■ WHAT THE TASK REQUIRES
Which lines in the listing below contain "Smith"? Copy each of them.

◆ ◆ ◆ ◆ ◆

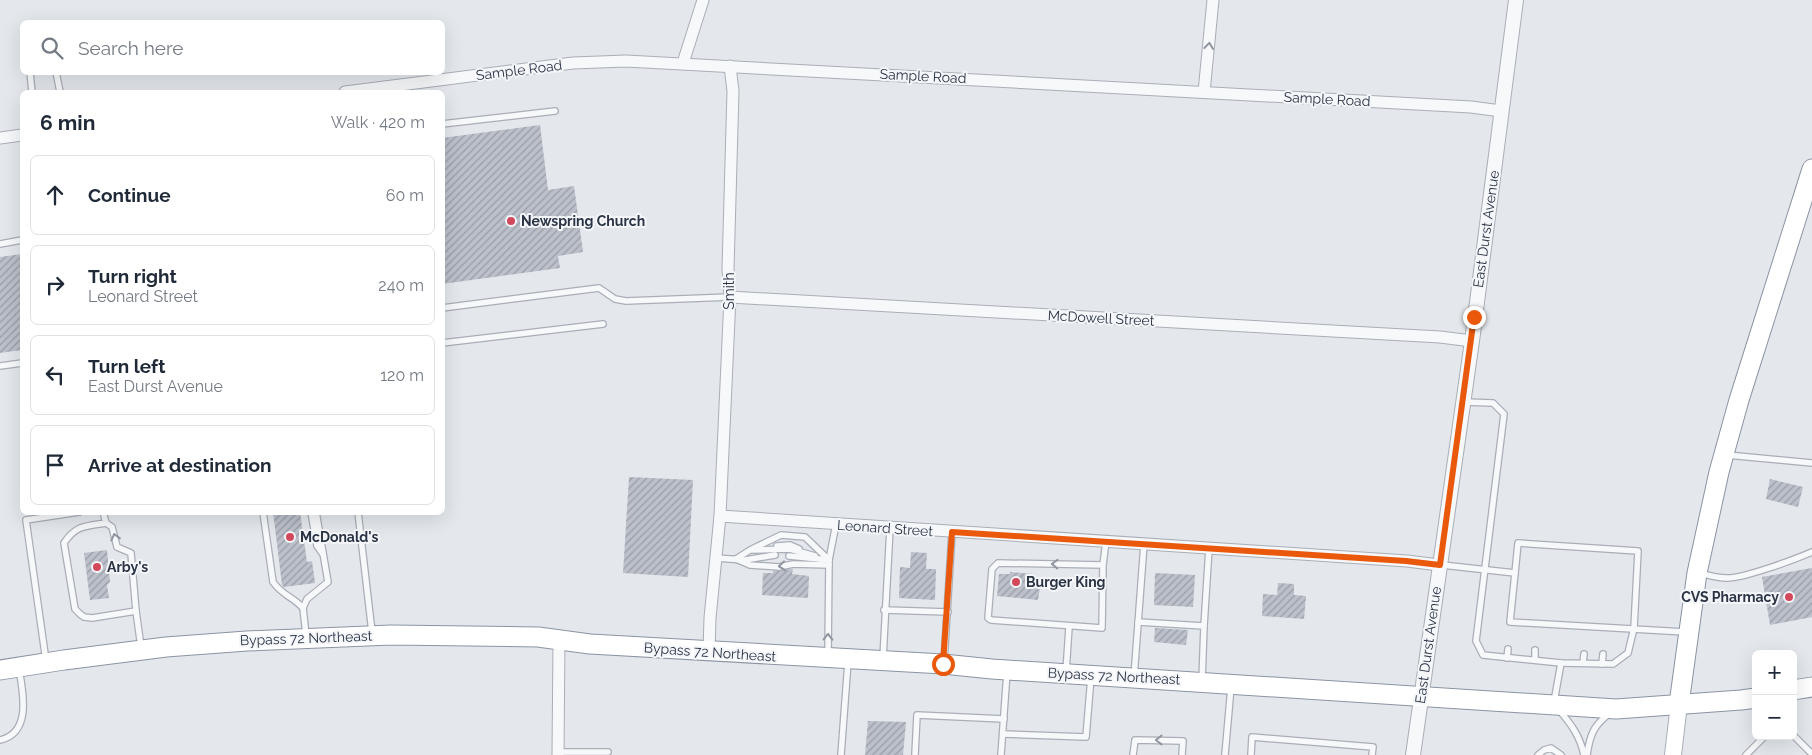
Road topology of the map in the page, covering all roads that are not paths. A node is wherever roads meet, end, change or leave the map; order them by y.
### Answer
1 (703, 0) edge
2 (1213, 0) edge
3 (1516, 0) edge
4 (683, 63) junction
5 (730, 66) junction
6 (30, 75) edge
7 (57, 75) edge
8 (32, 90) edge
9 (60, 90) edge
10 (361, 90) edge
11 (1204, 92) junction
12 (555, 111) dead end
13 (1502, 111) junction
14 (445, 124) edge
15 (20, 135) edge
16 (0, 138) edge
17 (1812, 168) edge
18 (20, 240) edge
19 (0, 244) edge
20 (730, 297) junction
21 (445, 308) edge
22 (604, 324) dead end
23 (1472, 341) junction
24 (445, 343) edge
25 (20, 363) edge
26 (0, 366) edge
27 (1462, 402) junction
28 (1724, 455) junction
29 (1812, 463) edge
30 (59, 515) edge
31 (104, 515) edge
32 (263, 515) edge
33 (312, 515) edge
34 (317, 515) edge
35 (358, 515) edge
36 (720, 516) junction
37 (106, 523) junction
38 (836, 524) junction
39 (890, 528) junction
40 (952, 532) junction
41 (1106, 541) junction
42 (1144, 544) junction
43 (1209, 548) junction
44 (750, 550) junction
45 (1812, 552) edge
46 (775, 555) dead end
47 (324, 556) junction
48 (789, 556) dead end
49 (716, 558) junction
50 (736, 559) junction
51 (829, 563) junction
52 (1103, 565) junction
53 (1440, 565) junction
54 (1484, 570) junction
55 (1515, 573) junction
56 (1698, 573) junction
57 (303, 608) junction
58 (884, 610) junction
59 (136, 611) junction
60 (948, 612) junction
61 (1138, 622) junction
62 (1510, 622) junction
63 (1537, 624) junction
64 (1204, 626) junction
65 (1586, 626) junction
66 (1069, 627) junction
67 (1603, 627) junction
68 (1634, 628) junction
69 (1509, 629) dead end
70 (1537, 631) dead end
71 (1689, 632) junction
72 (1585, 634) dead end
73 (1603, 635) dead end
74 (372, 636) junction
75 (306, 638) junction
76 (560, 640) junction
77 (1508, 649) dead end
78 (141, 650) junction
79 (1535, 650) dead end
80 (1522, 651) dead end
81 (709, 652) junction
82 (1584, 654) dead end
83 (1603, 654) dead end
84 (1507, 658) junction
85 (828, 659) junction
86 (1522, 659) junction
87 (848, 660) junction
88 (1535, 660) junction
89 (882, 661) junction
90 (1561, 662) junction
91 (46, 663) junction
92 (1583, 663) junction
93 (943, 664) junction
94 (1602, 664) junction
95 (19, 667) junction
96 (0, 670) edge
97 (1007, 670) junction
98 (1066, 674) junction
99 (1091, 675) junction
100 (1134, 678) junction
101 (1202, 682) junction
102 (1232, 683) junction
103 (1812, 687) edge
104 (1797, 689) edge
105 (1422, 696) junction
106 (1752, 699) edge
107 (1554, 704) junction
108 (1679, 704) junction
109 (1616, 709) junction
110 (1004, 719) junction
111 (1003, 734) junction
112 (1797, 739) edge
113 (0, 740) edge
114 (1761, 740) edge
115 (608, 752) dead end
116 (558, 754) edge
117 (1812, 754) edge
118 (841, 755) edge
119 (915, 755) edge
120 (1001, 755) edge
121 (1133, 755) edge
122 (1182, 755) edge
123 (1225, 755) edge
124 (1251, 755) edge
125 (1372, 755) edge
126 (1413, 755) edge
127 (1538, 755) edge
128 (1560, 755) edge
129 (1586, 755) edge
130 (1673, 755) edge
131 (1746, 755) edge

1 - 4 street
11 -> 2 street
3 - 13 street, East Durst Avenue
4 - 5 street, Sample Road
4 - 10 street, Sample Road
5 - 11 street, Sample Road
5 - 20 street, Smith
6 - 8 lane
7 - 9 lane
11 - 13 street, Sample Road
12 - 14 lane
13 - 23 street, East Durst Avenue
15 - 16 street
17 - 28 highway
18 - 19 lane
20 - 21 lane
20 - 23 street, McDowell Street
20 - 36 street, Smith
22 - 24 lane
23 - 27 street, East Durst Avenue
25 - 26 lane
27 - 53 street, East Durst Avenue
27 - 54 lane
28 - 29 lane
28 - 56 highway
30 - 91 lane
31 - 37 lane
32 - 57 lane
33 - 47 lane
34 - 47 lane
35 - 74 lane
36 - 38 street, Leonard Street
36 - 49 street, Smith
59 -> 37 lane
37 - 59 lane
38 - 39 street, Leonard Street
38 - 51 lane
39 - 40 street, Leonard Street
39 - 58 lane
40 - 41 street, Leonard Street
40 - 60 lane
41 - 42 street, Leonard Street
41 - 52 lane
42 - 43 street, Leonard Street
42 - 61 lane
43 - 53 street, Leonard Street
43 - 64 lane
44 - 50 lane
44 - 51 lane
44 - 51 lane
45 - 56 lane
46 - 50 lane
47 - 57 lane
48 - 51 lane
49 - 50 lane
49 - 81 street, Smith
51 -> 50 lane
85 -> 51 lane
52 - 66 lane
52 -> 66 lane
53 - 54 lane
53 - 105 street, East Durst Avenue
54 - 55 lane
54 - 84 lane
55 - 62 lane
55 - 68 lane
56 - 71 highway
57 - 75 lane
58 - 60 lane
58 - 89 lane
59 - 78 lane
60 - 93 lane
61 - 64 lane
61 - 100 lane
62 - 63 lane
62 - 69 lane
63 - 65 lane
63 - 70 lane
64 - 101 lane
65 - 67 lane
65 - 72 lane
66 - 98 lane
67 - 68 lane
67 - 73 lane
68 - 71 lane
68 - 94 lane
71 - 108 highway
74 - 75 highway, Bypass 72 Northeast
74 - 76 highway, Bypass 72 Northeast
75 - 78 highway, Bypass 72 Northeast
76 - 81 highway, Bypass 72 Northeast
76 - 116 street
77 - 84 lane
78 - 91 highway, Bypass 72 Northeast
79 - 88 lane
80 - 86 lane
81 - 85 highway, Bypass 72 Northeast
82 - 92 lane
83 - 94 lane
84 - 86 lane
85 - 87 highway, Bypass 72 Northeast
86 - 88 lane
87 - 89 highway, Bypass 72 Northeast
87 - 118 lane
88 - 90 lane
89 - 93 highway, Bypass 72 Northeast
90 - 92 lane
90 - 107 lane
91 - 95 highway, Bypass 72 Northeast
92 - 94 lane
93 - 97 highway, Bypass 72 Northeast
95 - 96 highway, Bypass 72 Northeast
95 - 113 lane
97 - 98 highway, Bypass 72 Northeast
97 - 110 lane
98 - 99 highway, Bypass 72 Northeast
99 - 100 highway, Bypass 72 Northeast
99 - 111 lane
100 - 101 highway, Bypass 72 Northeast
101 - 102 highway, Bypass 72 Northeast
102 - 105 highway, Bypass 72 Northeast
102 - 123 lane
103 - 104 highway
105 - 107 highway, Bypass 72 Northeast
105 - 126 street, East Durst Avenue
106 - 108 highway, Bypass 72 Northeast
107 - 109 highway, Bypass 72 Northeast
107 - 129 lane
108 - 109 highway, Bypass 72 Northeast
108 - 130 main road
109 - 129 lane
110 - 111 lane
110 - 119 lane
111 - 120 lane
112 - 117 lane
114 - 131 lane
115 - 116 lane
122 -> 121 lane
124 - 125 lane
127 - 128 lane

◆ ◆ ◆ ◆ ◆

■ EXPECTED OUTPUT
5 - 20 street, Smith
20 - 36 street, Smith
36 - 49 street, Smith
49 - 81 street, Smith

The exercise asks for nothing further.